───── Data to process ─────
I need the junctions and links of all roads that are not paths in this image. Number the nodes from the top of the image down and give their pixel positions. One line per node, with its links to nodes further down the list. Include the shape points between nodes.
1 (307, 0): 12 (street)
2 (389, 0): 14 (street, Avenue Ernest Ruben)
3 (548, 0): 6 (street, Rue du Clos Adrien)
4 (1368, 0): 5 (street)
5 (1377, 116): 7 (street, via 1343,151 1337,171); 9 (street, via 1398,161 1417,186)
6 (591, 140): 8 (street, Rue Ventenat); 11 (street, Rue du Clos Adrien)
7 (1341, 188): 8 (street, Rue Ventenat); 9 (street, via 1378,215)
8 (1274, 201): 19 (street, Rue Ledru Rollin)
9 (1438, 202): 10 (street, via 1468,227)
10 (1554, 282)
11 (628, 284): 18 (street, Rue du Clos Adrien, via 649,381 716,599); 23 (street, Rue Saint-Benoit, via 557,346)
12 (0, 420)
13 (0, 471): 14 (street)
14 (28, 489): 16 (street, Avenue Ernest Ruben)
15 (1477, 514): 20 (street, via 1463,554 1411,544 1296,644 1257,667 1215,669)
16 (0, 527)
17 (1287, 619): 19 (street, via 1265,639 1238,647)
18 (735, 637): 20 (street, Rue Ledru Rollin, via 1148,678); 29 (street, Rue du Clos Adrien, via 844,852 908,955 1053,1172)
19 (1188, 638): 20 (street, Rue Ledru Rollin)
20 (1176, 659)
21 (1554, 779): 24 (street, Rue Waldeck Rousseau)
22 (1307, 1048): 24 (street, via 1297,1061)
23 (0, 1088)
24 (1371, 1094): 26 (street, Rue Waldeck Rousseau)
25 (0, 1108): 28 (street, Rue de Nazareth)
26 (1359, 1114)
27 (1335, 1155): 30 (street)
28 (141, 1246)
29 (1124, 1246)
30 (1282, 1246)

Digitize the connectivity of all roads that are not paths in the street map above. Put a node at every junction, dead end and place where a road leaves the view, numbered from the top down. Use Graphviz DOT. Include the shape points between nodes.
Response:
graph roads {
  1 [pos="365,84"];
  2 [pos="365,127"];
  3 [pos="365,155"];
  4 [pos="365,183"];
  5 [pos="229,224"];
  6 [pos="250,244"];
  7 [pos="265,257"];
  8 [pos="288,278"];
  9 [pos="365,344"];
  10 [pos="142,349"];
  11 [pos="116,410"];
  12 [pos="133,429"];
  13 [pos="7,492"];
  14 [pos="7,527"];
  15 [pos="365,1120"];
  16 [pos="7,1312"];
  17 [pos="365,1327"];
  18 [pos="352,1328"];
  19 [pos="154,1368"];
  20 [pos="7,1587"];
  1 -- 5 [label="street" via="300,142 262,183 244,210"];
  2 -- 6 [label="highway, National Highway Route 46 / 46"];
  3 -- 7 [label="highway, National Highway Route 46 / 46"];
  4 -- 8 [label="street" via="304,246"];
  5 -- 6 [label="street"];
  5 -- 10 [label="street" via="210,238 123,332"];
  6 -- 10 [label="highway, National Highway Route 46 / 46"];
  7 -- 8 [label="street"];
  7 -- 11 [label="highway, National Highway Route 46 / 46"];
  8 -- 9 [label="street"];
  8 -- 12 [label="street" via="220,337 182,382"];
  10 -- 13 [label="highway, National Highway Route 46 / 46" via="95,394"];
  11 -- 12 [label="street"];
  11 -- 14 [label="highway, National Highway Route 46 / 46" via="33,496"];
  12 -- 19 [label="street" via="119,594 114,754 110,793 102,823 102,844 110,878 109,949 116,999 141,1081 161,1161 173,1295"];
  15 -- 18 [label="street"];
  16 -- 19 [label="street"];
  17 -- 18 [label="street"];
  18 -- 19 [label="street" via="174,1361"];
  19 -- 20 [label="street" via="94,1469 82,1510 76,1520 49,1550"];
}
─────
## What is expected
Copy every line above without changes.

## Output of the exercise
I need the junctions and links of all roads that are not paths in this image. Number the nodes from the top of the image down and give their pixel positions. One line per node, with its links to nodes further down the list. Include the shape points between nodes.
1 (307, 0): 12 (street)
2 (389, 0): 14 (street, Avenue Ernest Ruben)
3 (548, 0): 6 (street, Rue du Clos Adrien)
4 (1368, 0): 5 (street)
5 (1377, 116): 7 (street, via 1343,151 1337,171); 9 (street, via 1398,161 1417,186)
6 (591, 140): 8 (street, Rue Ventenat); 11 (street, Rue du Clos Adrien)
7 (1341, 188): 8 (street, Rue Ventenat); 9 (street, via 1378,215)
8 (1274, 201): 19 (street, Rue Ledru Rollin)
9 (1438, 202): 10 (street, via 1468,227)
10 (1554, 282)
11 (628, 284): 18 (street, Rue du Clos Adrien, via 649,381 716,599); 23 (street, Rue Saint-Benoit, via 557,346)
12 (0, 420)
13 (0, 471): 14 (street)
14 (28, 489): 16 (street, Avenue Ernest Ruben)
15 (1477, 514): 20 (street, via 1463,554 1411,544 1296,644 1257,667 1215,669)
16 (0, 527)
17 (1287, 619): 19 (street, via 1265,639 1238,647)
18 (735, 637): 20 (street, Rue Ledru Rollin, via 1148,678); 29 (street, Rue du Clos Adrien, via 844,852 908,955 1053,1172)
19 (1188, 638): 20 (street, Rue Ledru Rollin)
20 (1176, 659)
21 (1554, 779): 24 (street, Rue Waldeck Rousseau)
22 (1307, 1048): 24 (street, via 1297,1061)
23 (0, 1088)
24 (1371, 1094): 26 (street, Rue Waldeck Rousseau)
25 (0, 1108): 28 (street, Rue de Nazareth)
26 (1359, 1114)
27 (1335, 1155): 30 (street)
28 (141, 1246)
29 (1124, 1246)
30 (1282, 1246)

Digitize the connectivity of all roads that are not paths in the street map above. Put a node at every junction, dead end and place where a road leaves the view, numbered from the top down. Use Graphviz DOT. Include the shape points between nodes.
Response:
graph roads {
  1 [pos="365,84"];
  2 [pos="365,127"];
  3 [pos="365,155"];
  4 [pos="365,183"];
  5 [pos="229,224"];
  6 [pos="250,244"];
  7 [pos="265,257"];
  8 [pos="288,278"];
  9 [pos="365,344"];
  10 [pos="142,349"];
  11 [pos="116,410"];
  12 [pos="133,429"];
  13 [pos="7,492"];
  14 [pos="7,527"];
  15 [pos="365,1120"];
  16 [pos="7,1312"];
  17 [pos="365,1327"];
  18 [pos="352,1328"];
  19 [pos="154,1368"];
  20 [pos="7,1587"];
  1 -- 5 [label="street" via="300,142 262,183 244,210"];
  2 -- 6 [label="highway, National Highway Route 46 / 46"];
  3 -- 7 [label="highway, National Highway Route 46 / 46"];
  4 -- 8 [label="street" via="304,246"];
  5 -- 6 [label="street"];
  5 -- 10 [label="street" via="210,238 123,332"];
  6 -- 10 [label="highway, National Highway Route 46 / 46"];
  7 -- 8 [label="street"];
  7 -- 11 [label="highway, National Highway Route 46 / 46"];
  8 -- 9 [label="street"];
  8 -- 12 [label="street" via="220,337 182,382"];
  10 -- 13 [label="highway, National Highway Route 46 / 46" via="95,394"];
  11 -- 12 [label="street"];
  11 -- 14 [label="highway, National Highway Route 46 / 46" via="33,496"];
  12 -- 19 [label="street" via="119,594 114,754 110,793 102,823 102,844 110,878 109,949 116,999 141,1081 161,1161 173,1295"];
  15 -- 18 [label="street"];
  16 -- 19 [label="street"];
  17 -- 18 [label="street"];
  18 -- 19 [label="street" via="174,1361"];
  19 -- 20 [label="street" via="94,1469 82,1510 76,1520 49,1550"];
}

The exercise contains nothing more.